Los duendes de la estación

 

   Minutos más tarde, arriba al local José Corti, otro de los testigos de la historia familiar de los Amado. “Vivíamos en el barrio de la plaza Mitre, de lo Parente y Peruzzo dos o tres zaguanes más acá –nos ubica-. Cuando papá me trajo al barrio de la Norte, a media cuadra del ferrocarril, teníamos que pasar el alambre del molinete y entrábamos a la estación. Recuerdo que papá me llevaba a Buenos Aires, para que conociera la Capital.  Fuimos creciendo acá, en el barrio. No nos fuimos nunca”, resalta.

   Con nostalgia, Corti repasa los pormenores de aquellos viajes: “Nos íbamos en el tren de la mañana. Llegábamos a Buenos Aires, papá hacía sus cosas y nos volvíamos en el tren de las seis de la tarde. La historia sigue, porque después me casé con la hija del último jefe que tuvo la estación Chivilcoy Norte. Mi suegro era Héctor Scandizzo y mi esposa, Sonia. El tenía nueve hijos y venía del lado de La Pampa, escalando posiciones. Llegó a Chivilcoy, después pasó a Merlo y, por último, a Tablada, donde se jubiló. Una vez jubilado, volvió a vivir a Chivilcoy”.

   En los años de esplendor de la Estación Norte “a Buenos Aires había un tren que salía a las ocho de la mañana y otro que llegaba a las dos de la tarde. A eso de las seis y pico de la tarde salía otro tren. Así que teníamos tres trenes por día. Tardaban una barbaridad, porque paraban en todas las estaciones. La idea de mi suegro era poner un tren rápido para gente que tuviera que ir a trabajar para el lado de la Capital. La luchó, fue y habló con la gente de Tráfico para que no levantaran la estación”.

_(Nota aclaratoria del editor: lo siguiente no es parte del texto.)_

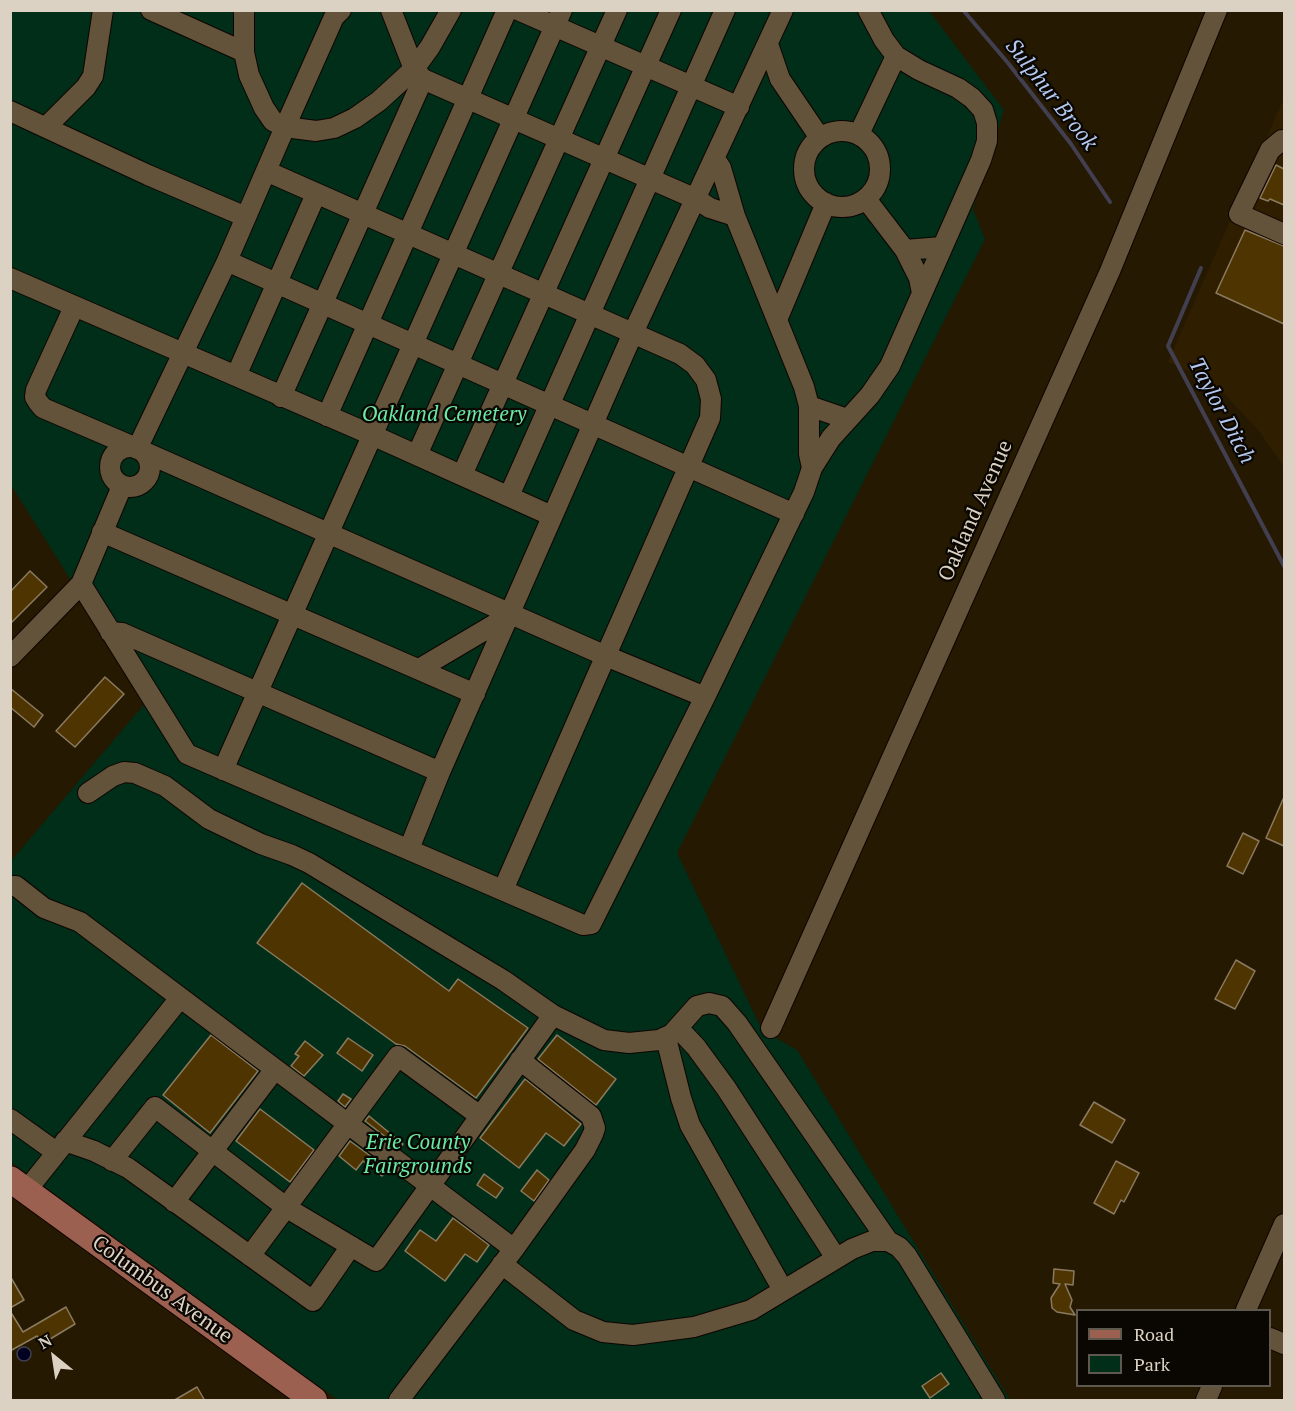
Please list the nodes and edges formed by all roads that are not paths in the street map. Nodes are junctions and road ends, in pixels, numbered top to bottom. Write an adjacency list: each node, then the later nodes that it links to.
1 (150, 10): 18 (street)
2 (244, 10): 18 (street)
3 (391, 10): 21 (street)
4 (451, 10): 21 (street)
5 (507, 10): 25 (street)
6 (518, 10): 15 (street)
7 (617, 10): 17 (street)
8 (671, 10): 20 (street)
9 (725, 10): 24 (street)
10 (783, 10): 16 (street)
11 (868, 10): 19 (street)
12 (1217, 10): 104 (street, Oakland Avenue)
13 (106, 13): 29 (street)
14 (336, 13): 30 (street)
15 (558, 19): 17 (street); 28 (street)
16 (768, 44): 22 (street); 23 (street)
17 (601, 46): 20 (street); 34 (street)
18 (244, 52): 30 (street)
19 (896, 56): 31 (street); 48 (street)
20 (645, 67): 24 (street); 35 (street)
21 (419, 74): 25 (street); 30 (street); 43 (street)
22 (752, 78): 23 (street); 26 (street)
23 (780, 79): 32 (street)
24 (690, 86): 26 (street); 38 (street)
25 (468, 98): 28 (street); 46 (street)
26 (739, 107): 36 (street)
27 (13, 118): 29 (street)
28 (514, 118): 34 (street); 50 (street)
29 (46, 127): 45 (street)
30 (285, 127): 37 (street)
31 (859, 134): 32 (street); 40 (street)
32 (820, 138): 42 (street)
33 (1284, 138): 47 (street)
34 (560, 139): 35 (street); 52 (street)
35 (605, 159): 38 (street); 56 (street)
36 (715, 159): 41 (street); 44 (street)
37 (266, 171): 39 (street); 45 (street)
38 (649, 178): 41 (street); 59 (street)
39 (316, 194): 43 (street); 54 (street)
40 (866, 199): 42 (street); 49 (street)
41 (696, 200): 44 (street); 62 (street)
42 (826, 203): 60 (street)
43 (362, 213): 46 (street); 57 (street)
44 (735, 216): 60 (street)
45 (246, 217): 51 (street)
46 (408, 234): 50 (street); 61 (street)
47 (1284, 234)
48 (942, 247): 49 (street); 55 (street)
49 (905, 250): 55 (street)
50 (453, 254): 52 (street); 63 (street)
51 (227, 261): 54 (street); 64 (street)
52 (499, 274): 56 (street); 65 (street)
53 (10, 278): 58 (street)
54 (276, 284): 57 (street); 66 (street)
55 (922, 293): 72 (street)
56 (544, 295): 59 (street); 67 (street)
57 (322, 304): 61 (street); 68 (street)
58 (74, 307): 64 (street); 75 (street)
59 (588, 314): 62 (street); 69 (street)
60 (777, 320): 70 (street)
61 (368, 325): 63 (street); 71 (street)
62 (633, 333): 73 (street); 77 (street)
63 (412, 345): 65 (street); 74 (street)
64 (182, 352): 66 (street); 75 (street)
65 (459, 365): 67 (street); 76 (street)
66 (236, 376): 68 (street)
67 (503, 385): 69 (street); 79 (street)
68 (281, 396): 71 (street)
69 (549, 405): 73 (street); 81 (street)
70 (809, 406): 72 (street); 78 (street)
71 (327, 416): 74 (street)
72 (847, 419): 78 (street)
73 (592, 426): 77 (street); 83 (street)
74 (372, 435): 76 (street); 85 (street)
75 (137, 449): 80 (street); 80 (street); 85 (street)
76 (417, 455): 79 (street)
77 (689, 468): 82 (street); 90 (street)
78 (812, 468): 82 (street)
79 (462, 475): 81 (street)
80 (122, 486): 84 (street)
81 (509, 496): 83 (street)
82 (794, 514): 95 (street)
83 (552, 516): 87 (street)
84 (102, 532): 86 (street); 88 (street)
85 (328, 532): 87 (street); 88 (street)
86 (81, 584): 89 (street); 91 (street)
87 (512, 614): 90 (street); 92 (street); 94 (street)
88 (292, 615): 92 (street); 93 (street)
89 (110, 632): 93 (street); 96 (street)
90 (606, 656): 95 (street); 101 (street)
91 (10, 657)
92 (418, 669): 94 (street)
93 (257, 692): 96 (street); 97 (street)
94 (475, 694): 97 (street)
95 (705, 697): 101 (street)
96 (223, 770): 99 (street)
97 (440, 772): 99 (street)
98 (87, 793): 103 (street)
99 (409, 849): 101 (street)
100 (10, 886): 102 (street)
101 (503, 890)
102 (180, 998): 107 (street); 111 (street)
103 (553, 1015): 105 (street); 106 (street)
104 (771, 1028)
105 (672, 1033): 119 (street); 123 (street); 124 (street)
106 (520, 1060): 108 (street); 122 (street)
107 (275, 1069): 110 (street); 112 (street)
108 (480, 1116): 110 (street); 115 (street)
109 (10, 1119): 111 (street)
110 (349, 1124): 115 (street); 117 (street)
111 (61, 1147): 113 (street); 114 (street)
112 (213, 1151): 113 (street); 116 (street); 117 (street)
113 (112, 1161): 116 (street)
114 (18, 1185): 127 (main road, Columbus Avenue)
115 (430, 1186): 120 (street); 122 (street)
116 (174, 1202): 121 (street)
117 (288, 1208): 120 (street); 121 (street)
118 (1284, 1224): 125 (street)
119 (888, 1241): 123 (street); 129 (street)
120 (351, 1246): 121 (street)
121 (250, 1256)
122 (508, 1256): 124 (street); 128 (street)
123 (836, 1258): 124 (street)
124 (783, 1290)
125 (1247, 1309)
126 (1212, 1387): 130 (street)
127 (314, 1401)
128 (399, 1401)
129 (995, 1401)
130 (1206, 1401)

   “Yo tendría ocho o diez años y veía los trenes cargados de frutilla, con cajones de un kilo y otros de medio. Iba todo a la Capital”, evoca José Corti.

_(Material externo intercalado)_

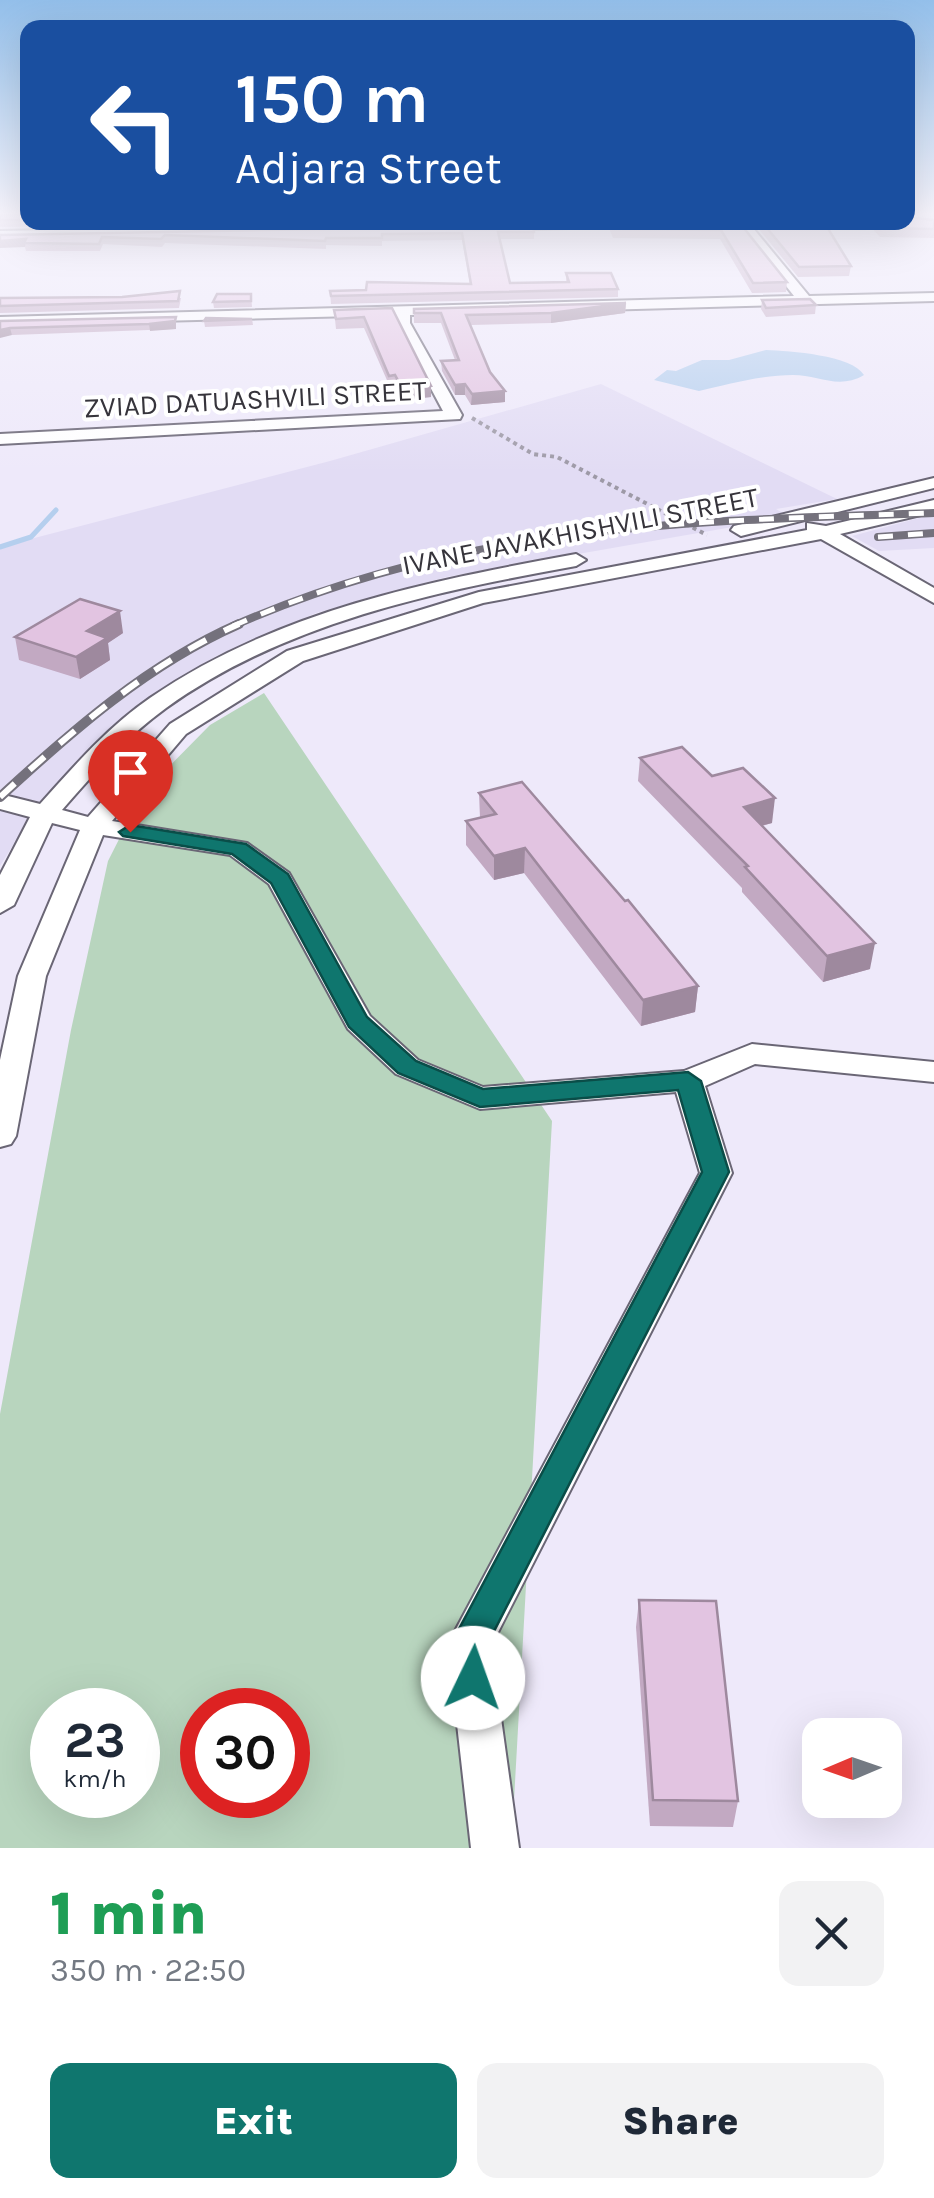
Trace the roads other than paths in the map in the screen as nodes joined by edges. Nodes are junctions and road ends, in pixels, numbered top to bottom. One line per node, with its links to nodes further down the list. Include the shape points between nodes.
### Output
1 (754, 300): 2 (street)
2 (403, 309): 3 (street); 4 (street, ZVIAD DATUASHVILI STREET, via 403,323 454,416)
3 (0, 321)
4 (0, 438)
5 (934, 483): 7 (street, IVANE JAVAKHISHVILI STREET)
6 (934, 506): 8 (street)
7 (800, 516): 8 (street); 11 (street, IVANE JAVAKHISHVILI STREET, via 454,581 278,634 174,690 91,758)
8 (822, 533): 9 (street); 12 (street, via 479,598 295,656 178,728)
9 (934, 597)
10 (0, 800): 11 (street)
11 (44, 814): 12 (street); 13 (street, IVANE JAVAKHISHVILI STREET)
12 (94, 826): 15 (street, via 238,848 280,879 358,1022 407,1067 444,1083 480,1098); 16 (street, via 32,976)
13 (0, 905)
14 (934, 1072): 15 (street, via 752,1054)
15 (688, 1081): 17 (street, via 716,1172 469,1644)
16 (0, 1136)
17 (495, 1848)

   Retoma Miguel César para explicar que “todos los frutilleros iban a la estación en charrés. Las frutillas iban en cajitas y embalaban todo a la Capital. También se cargaban lechones. Acá teníamos un terreno grandísimo. Papá mataba lechones con mi tío Améstico. Teníamos canastos grandes. A la noche matábamos lechones y, a la mañana temprano –antes de las seis-, los llevábamos en canastos, con una bolsa de arpillera cosida arriba. A mi me gustaba acompañarlo, porque agarraba la zorra que… ¡hacía un ruido! Con la zorrita los llevábamos a los vagones. Mandábamos los lechones a un tal Germano, que tenía negocio en Once”, acota.

   Asegura Corti que “esto era otro pueblo aparte, en el tiempo en que estaba la estación. Teníamos seis peluquerías en una cuadra y media y todos los peluqueros trabajaban. Además, había negocios de bebidas y otros que daban de comer, porque teníamos las barracas y era mucha la gente que venía. Era un pueblo aparte”, insiste.

   Indica que en la entonces terminal ferroviaria “en los años ’50 y algo, cuando yo ya tenía dieciocho años, había dos boleteros, un cambista y, en los galpones donde hacían reparaciones y daban vuelta las máquinas, había otros cuatro empleados y un jefe. Viajaba mucha gente y yo lo sentí en el alma cuando voltearon la estación. Según contaba mi suegro, vino un expediente que siguió caminando y caminando y nadie lo pudo parar”, lamenta.

   “Cuando estaba el ferrocarril, se armaban mitines políticos muy grandes –continúa-. Levantaban el palco en la esquina de la Casa Zago, que estaba frente a la estación. Los políticos hablaban ahí. La gente escuchaba a todo el mundo: socialistas, radicales, comunistas…”.

   Por último, cuenta que “conocí al papá de los muchachos, en una época en la que él  estaba en la bodega La Superiora. Era el encargado y manejaba todos los hilos. Nosotros no llegábamos acá, porque teníamos locales que estaban más cerca de la estación. En la calle Humberto Primo había muchos negocios, era muy comercial. Después me vine para acá”, completa.